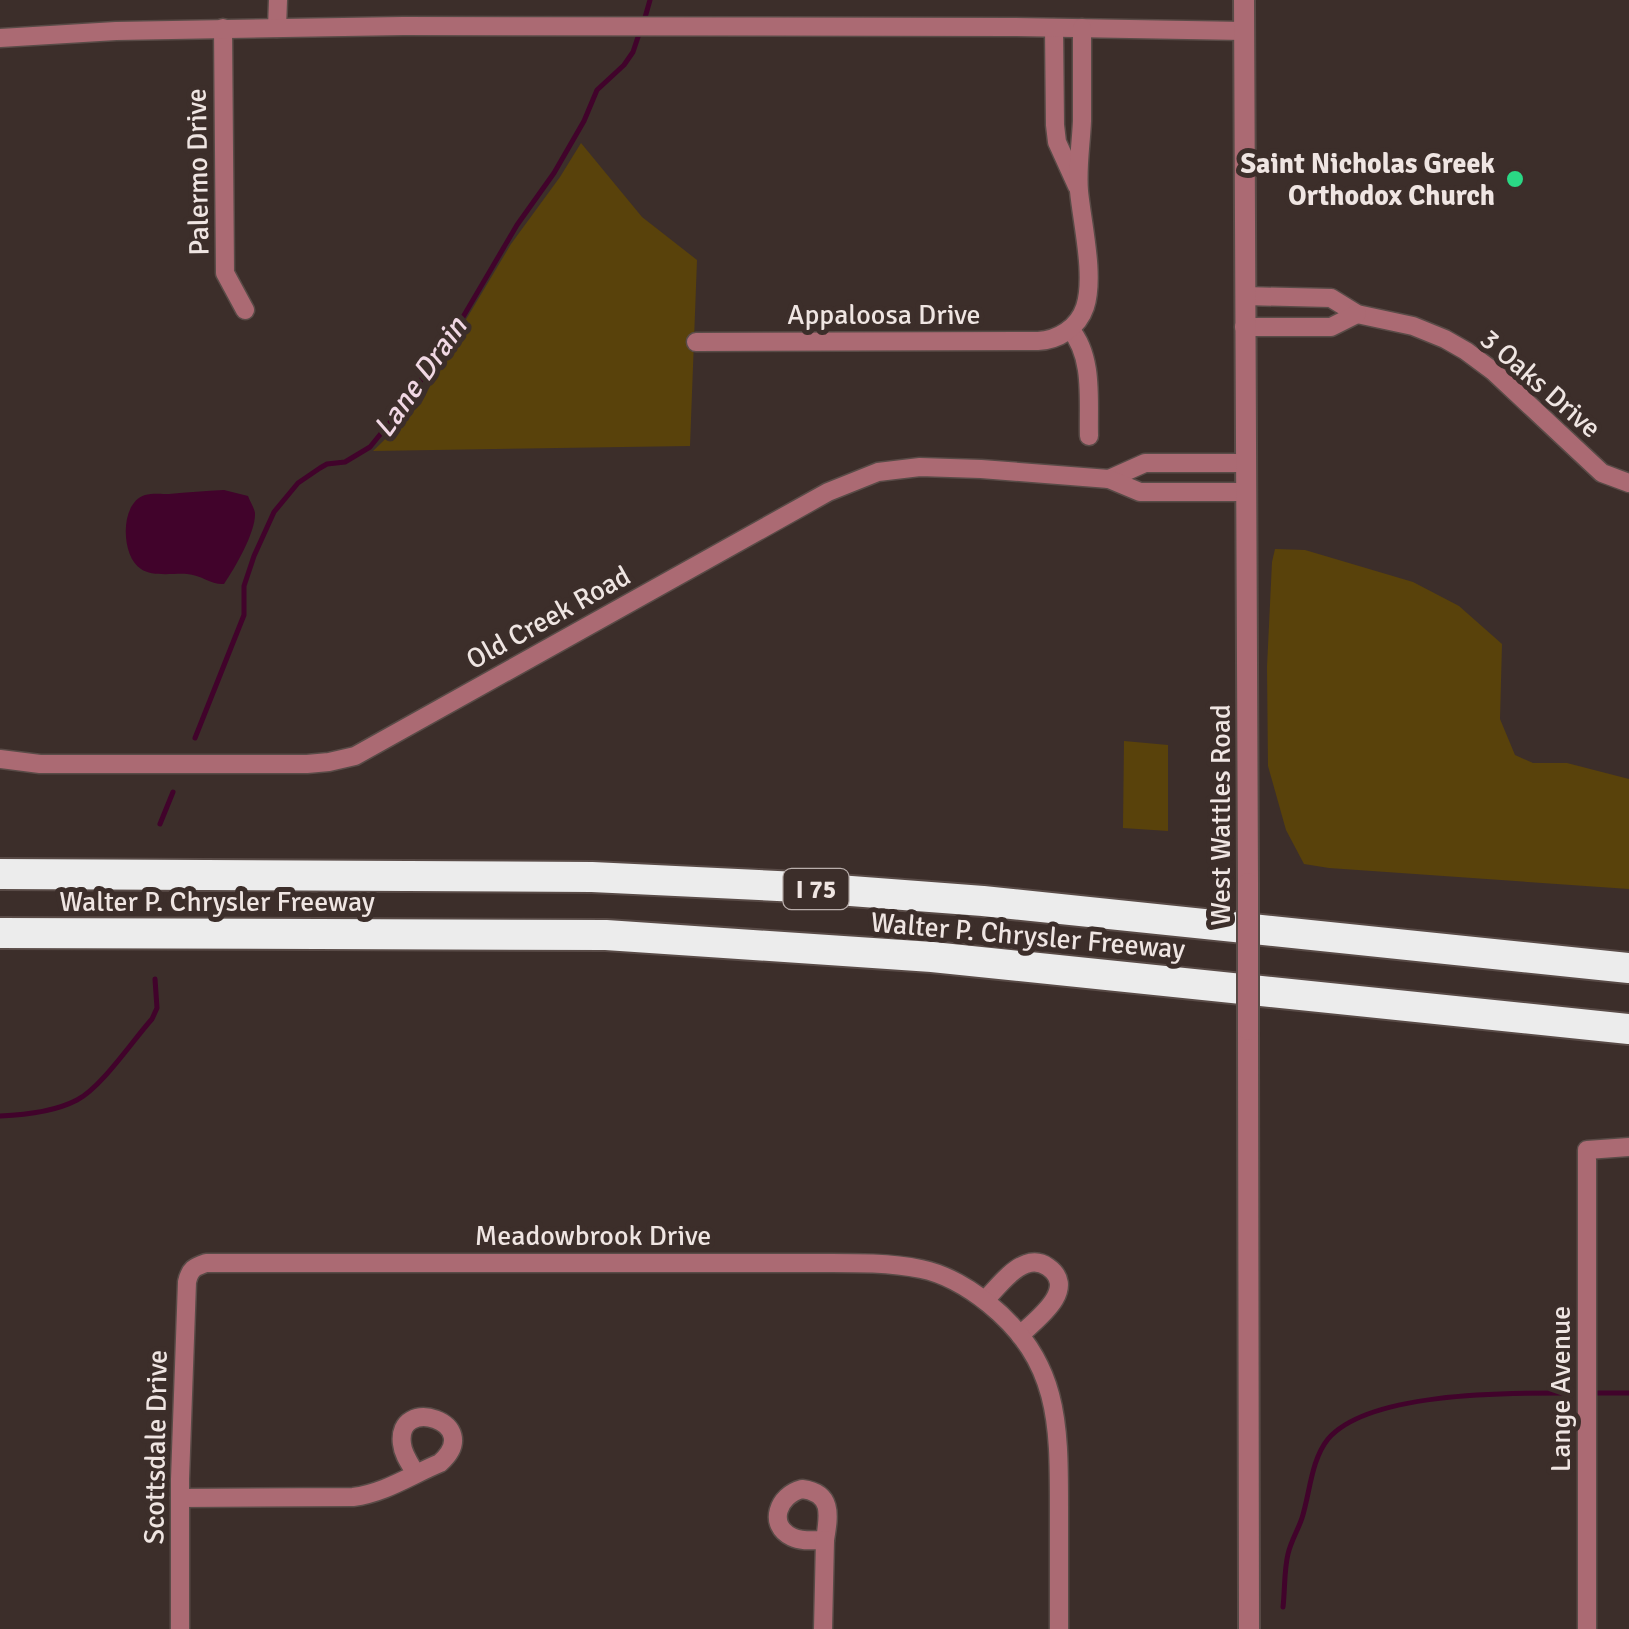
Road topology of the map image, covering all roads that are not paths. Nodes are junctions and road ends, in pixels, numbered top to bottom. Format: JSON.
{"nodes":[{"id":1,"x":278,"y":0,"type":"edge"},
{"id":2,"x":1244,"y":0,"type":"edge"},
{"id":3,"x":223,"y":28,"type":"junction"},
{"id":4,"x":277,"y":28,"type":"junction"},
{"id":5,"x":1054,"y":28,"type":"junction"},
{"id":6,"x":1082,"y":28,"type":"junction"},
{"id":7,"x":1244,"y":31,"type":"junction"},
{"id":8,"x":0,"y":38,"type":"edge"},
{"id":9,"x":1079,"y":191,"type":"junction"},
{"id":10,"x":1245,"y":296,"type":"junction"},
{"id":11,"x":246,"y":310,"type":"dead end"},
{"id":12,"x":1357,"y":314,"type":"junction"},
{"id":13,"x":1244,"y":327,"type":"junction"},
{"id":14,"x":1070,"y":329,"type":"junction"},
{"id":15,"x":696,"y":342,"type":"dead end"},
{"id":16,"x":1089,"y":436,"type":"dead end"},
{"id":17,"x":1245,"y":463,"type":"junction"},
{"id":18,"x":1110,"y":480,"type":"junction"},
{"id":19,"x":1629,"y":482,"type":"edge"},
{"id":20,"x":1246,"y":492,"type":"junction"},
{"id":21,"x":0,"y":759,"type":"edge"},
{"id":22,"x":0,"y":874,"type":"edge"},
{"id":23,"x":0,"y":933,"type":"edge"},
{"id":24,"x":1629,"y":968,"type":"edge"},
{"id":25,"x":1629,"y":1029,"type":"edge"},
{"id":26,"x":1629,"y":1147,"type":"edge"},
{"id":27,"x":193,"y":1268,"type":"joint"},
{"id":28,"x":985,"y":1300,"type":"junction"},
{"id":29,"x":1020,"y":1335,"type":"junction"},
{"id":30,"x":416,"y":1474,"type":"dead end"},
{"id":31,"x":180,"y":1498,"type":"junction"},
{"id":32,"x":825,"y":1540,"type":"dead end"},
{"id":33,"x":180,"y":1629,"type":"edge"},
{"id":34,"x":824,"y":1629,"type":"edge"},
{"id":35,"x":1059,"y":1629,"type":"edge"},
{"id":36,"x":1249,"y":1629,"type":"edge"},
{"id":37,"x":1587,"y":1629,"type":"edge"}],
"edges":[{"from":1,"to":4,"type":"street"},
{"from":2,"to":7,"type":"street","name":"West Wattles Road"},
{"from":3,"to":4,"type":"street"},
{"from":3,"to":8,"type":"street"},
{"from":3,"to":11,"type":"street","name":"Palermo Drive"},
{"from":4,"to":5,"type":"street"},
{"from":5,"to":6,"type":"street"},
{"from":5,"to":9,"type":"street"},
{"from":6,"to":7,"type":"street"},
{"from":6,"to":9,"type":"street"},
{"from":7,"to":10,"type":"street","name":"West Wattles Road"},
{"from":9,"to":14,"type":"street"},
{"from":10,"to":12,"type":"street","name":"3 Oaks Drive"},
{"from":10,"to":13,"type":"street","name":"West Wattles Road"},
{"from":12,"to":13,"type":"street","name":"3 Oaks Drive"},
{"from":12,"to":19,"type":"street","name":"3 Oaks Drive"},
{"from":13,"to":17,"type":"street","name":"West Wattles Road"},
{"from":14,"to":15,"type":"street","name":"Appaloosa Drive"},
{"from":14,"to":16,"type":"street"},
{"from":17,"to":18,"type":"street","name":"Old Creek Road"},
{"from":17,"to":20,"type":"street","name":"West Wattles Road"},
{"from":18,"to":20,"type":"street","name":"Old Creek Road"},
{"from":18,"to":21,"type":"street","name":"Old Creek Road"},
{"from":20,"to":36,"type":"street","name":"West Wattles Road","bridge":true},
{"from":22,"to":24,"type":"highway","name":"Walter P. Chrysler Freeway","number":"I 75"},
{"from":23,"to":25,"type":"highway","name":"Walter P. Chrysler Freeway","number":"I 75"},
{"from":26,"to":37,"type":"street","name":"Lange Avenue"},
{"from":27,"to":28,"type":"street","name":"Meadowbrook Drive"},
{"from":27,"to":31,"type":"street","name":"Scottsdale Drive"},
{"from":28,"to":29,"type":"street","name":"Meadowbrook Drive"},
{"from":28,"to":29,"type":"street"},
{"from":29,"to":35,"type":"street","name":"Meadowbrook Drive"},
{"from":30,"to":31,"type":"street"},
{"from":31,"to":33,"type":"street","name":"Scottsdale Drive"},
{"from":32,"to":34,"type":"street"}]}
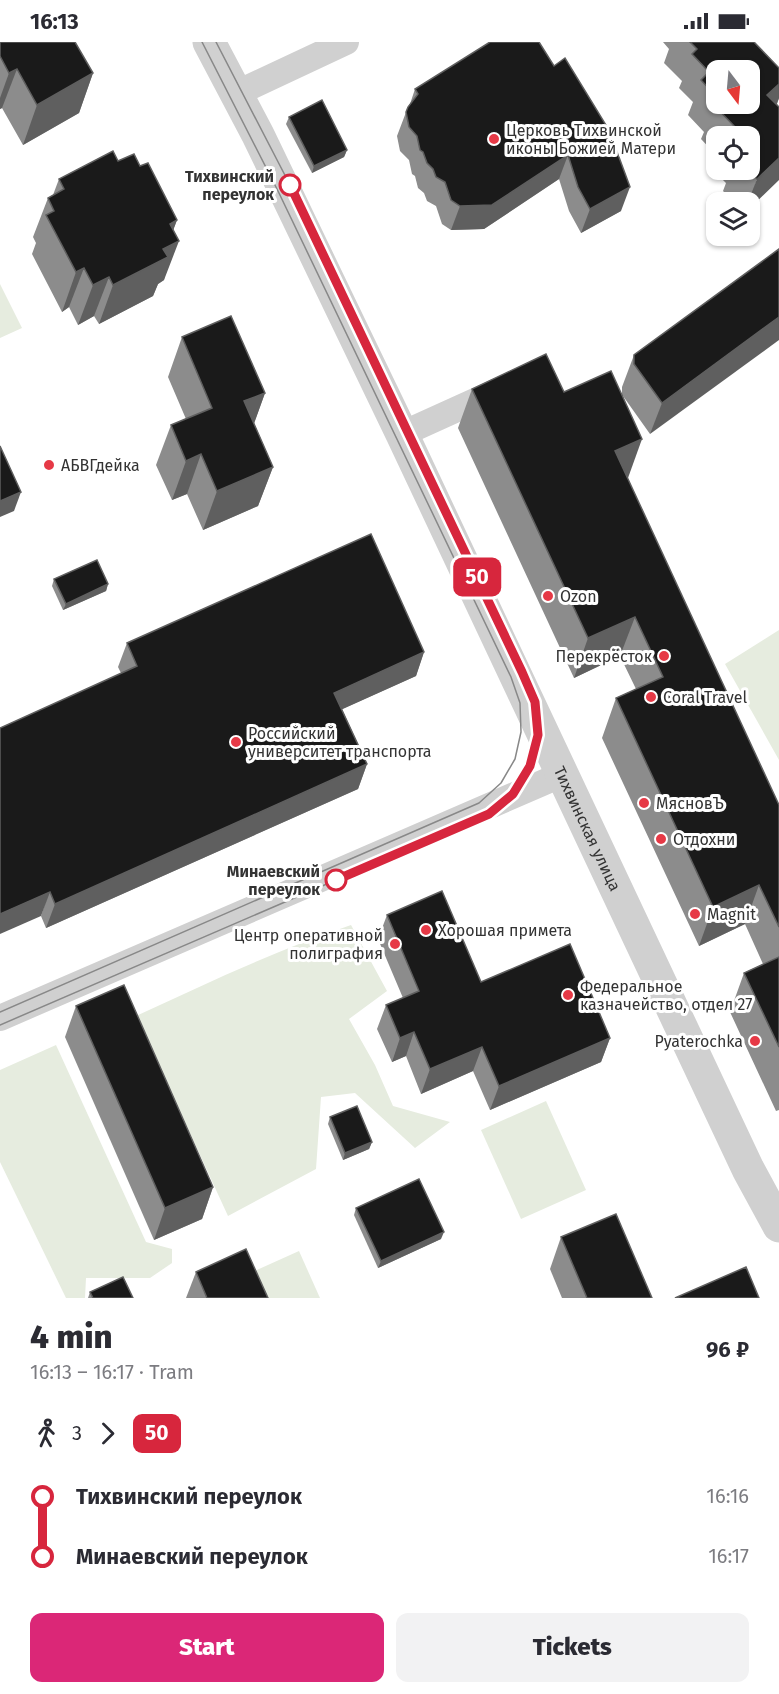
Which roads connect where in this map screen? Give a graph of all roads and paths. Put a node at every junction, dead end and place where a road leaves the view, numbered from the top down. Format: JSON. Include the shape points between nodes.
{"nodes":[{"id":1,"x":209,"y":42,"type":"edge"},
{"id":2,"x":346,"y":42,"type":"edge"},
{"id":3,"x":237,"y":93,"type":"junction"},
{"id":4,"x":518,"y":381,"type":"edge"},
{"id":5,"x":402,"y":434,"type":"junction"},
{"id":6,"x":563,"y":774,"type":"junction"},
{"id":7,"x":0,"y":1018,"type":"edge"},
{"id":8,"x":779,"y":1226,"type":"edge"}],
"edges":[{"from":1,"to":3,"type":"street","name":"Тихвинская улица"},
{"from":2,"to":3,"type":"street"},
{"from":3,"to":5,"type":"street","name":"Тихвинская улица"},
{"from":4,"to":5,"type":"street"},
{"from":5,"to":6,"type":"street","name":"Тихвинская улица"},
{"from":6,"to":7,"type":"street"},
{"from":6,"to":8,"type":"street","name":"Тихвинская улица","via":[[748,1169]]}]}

Assignment ▸
Write the listing out again in full and unchanged, minus any pictures.

Solution to the exercise ▸
Road topology of the map image, covering all roads that are not paths. Nodes are junctions and road ends, in pixels, numbered top to bottom. Format: JSON.
{"nodes":[{"id":1,"x":278,"y":0,"type":"edge"},
{"id":2,"x":1244,"y":0,"type":"edge"},
{"id":3,"x":223,"y":28,"type":"junction"},
{"id":4,"x":277,"y":28,"type":"junction"},
{"id":5,"x":1054,"y":28,"type":"junction"},
{"id":6,"x":1082,"y":28,"type":"junction"},
{"id":7,"x":1244,"y":31,"type":"junction"},
{"id":8,"x":0,"y":38,"type":"edge"},
{"id":9,"x":1079,"y":191,"type":"junction"},
{"id":10,"x":1245,"y":296,"type":"junction"},
{"id":11,"x":246,"y":310,"type":"dead end"},
{"id":12,"x":1357,"y":314,"type":"junction"},
{"id":13,"x":1244,"y":327,"type":"junction"},
{"id":14,"x":1070,"y":329,"type":"junction"},
{"id":15,"x":696,"y":342,"type":"dead end"},
{"id":16,"x":1089,"y":436,"type":"dead end"},
{"id":17,"x":1245,"y":463,"type":"junction"},
{"id":18,"x":1110,"y":480,"type":"junction"},
{"id":19,"x":1629,"y":482,"type":"edge"},
{"id":20,"x":1246,"y":492,"type":"junction"},
{"id":21,"x":0,"y":759,"type":"edge"},
{"id":22,"x":0,"y":874,"type":"edge"},
{"id":23,"x":0,"y":933,"type":"edge"},
{"id":24,"x":1629,"y":968,"type":"edge"},
{"id":25,"x":1629,"y":1029,"type":"edge"},
{"id":26,"x":1629,"y":1147,"type":"edge"},
{"id":27,"x":193,"y":1268,"type":"joint"},
{"id":28,"x":985,"y":1300,"type":"junction"},
{"id":29,"x":1020,"y":1335,"type":"junction"},
{"id":30,"x":416,"y":1474,"type":"dead end"},
{"id":31,"x":180,"y":1498,"type":"junction"},
{"id":32,"x":825,"y":1540,"type":"dead end"},
{"id":33,"x":180,"y":1629,"type":"edge"},
{"id":34,"x":824,"y":1629,"type":"edge"},
{"id":35,"x":1059,"y":1629,"type":"edge"},
{"id":36,"x":1249,"y":1629,"type":"edge"},
{"id":37,"x":1587,"y":1629,"type":"edge"}],
"edges":[{"from":1,"to":4,"type":"street"},
{"from":2,"to":7,"type":"street","name":"West Wattles Road"},
{"from":3,"to":4,"type":"street"},
{"from":3,"to":8,"type":"street"},
{"from":3,"to":11,"type":"street","name":"Palermo Drive"},
{"from":4,"to":5,"type":"street"},
{"from":5,"to":6,"type":"street"},
{"from":5,"to":9,"type":"street"},
{"from":6,"to":7,"type":"street"},
{"from":6,"to":9,"type":"street"},
{"from":7,"to":10,"type":"street","name":"West Wattles Road"},
{"from":9,"to":14,"type":"street"},
{"from":10,"to":12,"type":"street","name":"3 Oaks Drive"},
{"from":10,"to":13,"type":"street","name":"West Wattles Road"},
{"from":12,"to":13,"type":"street","name":"3 Oaks Drive"},
{"from":12,"to":19,"type":"street","name":"3 Oaks Drive"},
{"from":13,"to":17,"type":"street","name":"West Wattles Road"},
{"from":14,"to":15,"type":"street","name":"Appaloosa Drive"},
{"from":14,"to":16,"type":"street"},
{"from":17,"to":18,"type":"street","name":"Old Creek Road"},
{"from":17,"to":20,"type":"street","name":"West Wattles Road"},
{"from":18,"to":20,"type":"street","name":"Old Creek Road"},
{"from":18,"to":21,"type":"street","name":"Old Creek Road"},
{"from":20,"to":36,"type":"street","name":"West Wattles Road","bridge":true},
{"from":22,"to":24,"type":"highway","name":"Walter P. Chrysler Freeway","number":"I 75"},
{"from":23,"to":25,"type":"highway","name":"Walter P. Chrysler Freeway","number":"I 75"},
{"from":26,"to":37,"type":"street","name":"Lange Avenue"},
{"from":27,"to":28,"type":"street","name":"Meadowbrook Drive"},
{"from":27,"to":31,"type":"street","name":"Scottsdale Drive"},
{"from":28,"to":29,"type":"street","name":"Meadowbrook Drive"},
{"from":28,"to":29,"type":"street"},
{"from":29,"to":35,"type":"street","name":"Meadowbrook Drive"},
{"from":30,"to":31,"type":"street"},
{"from":31,"to":33,"type":"street","name":"Scottsdale Drive"},
{"from":32,"to":34,"type":"street"}]}
Which roads connect where in this map screen? Give a graph of all roads and paths. Put a node at every junction, dead end and place where a road leaves the view, numbered from the top down. Format: JSON. Include the shape points between nodes.
{"nodes":[{"id":1,"x":209,"y":42,"type":"edge"},
{"id":2,"x":346,"y":42,"type":"edge"},
{"id":3,"x":237,"y":93,"type":"junction"},
{"id":4,"x":518,"y":381,"type":"edge"},
{"id":5,"x":402,"y":434,"type":"junction"},
{"id":6,"x":563,"y":774,"type":"junction"},
{"id":7,"x":0,"y":1018,"type":"edge"},
{"id":8,"x":779,"y":1226,"type":"edge"}],
"edges":[{"from":1,"to":3,"type":"street","name":"Тихвинская улица"},
{"from":2,"to":3,"type":"street"},
{"from":3,"to":5,"type":"street","name":"Тихвинская улица"},
{"from":4,"to":5,"type":"street"},
{"from":5,"to":6,"type":"street","name":"Тихвинская улица"},
{"from":6,"to":7,"type":"street"},
{"from":6,"to":8,"type":"street","name":"Тихвинская улица","via":[[748,1169]]}]}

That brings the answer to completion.